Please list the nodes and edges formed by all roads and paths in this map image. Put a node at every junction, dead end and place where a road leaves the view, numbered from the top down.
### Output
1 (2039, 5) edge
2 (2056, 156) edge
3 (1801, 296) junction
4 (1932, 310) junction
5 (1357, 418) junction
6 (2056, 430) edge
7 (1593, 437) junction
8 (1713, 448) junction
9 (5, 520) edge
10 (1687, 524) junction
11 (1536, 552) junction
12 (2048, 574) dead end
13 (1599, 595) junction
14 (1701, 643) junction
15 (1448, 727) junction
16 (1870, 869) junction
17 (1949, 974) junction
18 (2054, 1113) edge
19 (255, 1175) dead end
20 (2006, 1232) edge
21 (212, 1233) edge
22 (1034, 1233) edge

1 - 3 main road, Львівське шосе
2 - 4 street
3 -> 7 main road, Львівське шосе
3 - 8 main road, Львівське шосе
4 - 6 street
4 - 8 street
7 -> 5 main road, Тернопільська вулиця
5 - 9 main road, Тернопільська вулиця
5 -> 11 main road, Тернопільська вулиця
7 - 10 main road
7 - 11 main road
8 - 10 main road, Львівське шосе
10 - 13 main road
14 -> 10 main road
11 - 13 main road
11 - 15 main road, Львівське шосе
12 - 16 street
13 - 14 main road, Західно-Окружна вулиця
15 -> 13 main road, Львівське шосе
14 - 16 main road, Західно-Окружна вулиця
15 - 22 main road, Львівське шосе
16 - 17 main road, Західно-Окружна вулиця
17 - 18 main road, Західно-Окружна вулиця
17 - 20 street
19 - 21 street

============================================================

_YOUR INSTRUCTIONS_
Repeat the listing above exactly, line for line.

_RESULT FOR THIS TASK_
Please list the nodes and edges formed by all roads and paths in this map image. Put a node at every junction, dead end and place where a road leaves the view, numbered from the top down.
### Output
1 (2039, 5) edge
2 (2056, 156) edge
3 (1801, 296) junction
4 (1932, 310) junction
5 (1357, 418) junction
6 (2056, 430) edge
7 (1593, 437) junction
8 (1713, 448) junction
9 (5, 520) edge
10 (1687, 524) junction
11 (1536, 552) junction
12 (2048, 574) dead end
13 (1599, 595) junction
14 (1701, 643) junction
15 (1448, 727) junction
16 (1870, 869) junction
17 (1949, 974) junction
18 (2054, 1113) edge
19 (255, 1175) dead end
20 (2006, 1232) edge
21 (212, 1233) edge
22 (1034, 1233) edge

1 - 3 main road, Львівське шосе
2 - 4 street
3 -> 7 main road, Львівське шосе
3 - 8 main road, Львівське шосе
4 - 6 street
4 - 8 street
7 -> 5 main road, Тернопільська вулиця
5 - 9 main road, Тернопільська вулиця
5 -> 11 main road, Тернопільська вулиця
7 - 10 main road
7 - 11 main road
8 - 10 main road, Львівське шосе
10 - 13 main road
14 -> 10 main road
11 - 13 main road
11 - 15 main road, Львівське шосе
12 - 16 street
13 - 14 main road, Західно-Окружна вулиця
15 -> 13 main road, Львівське шосе
14 - 16 main road, Західно-Окружна вулиця
15 - 22 main road, Львівське шосе
16 - 17 main road, Західно-Окружна вулиця
17 - 18 main road, Західно-Окружна вулиця
17 - 20 street
19 - 21 street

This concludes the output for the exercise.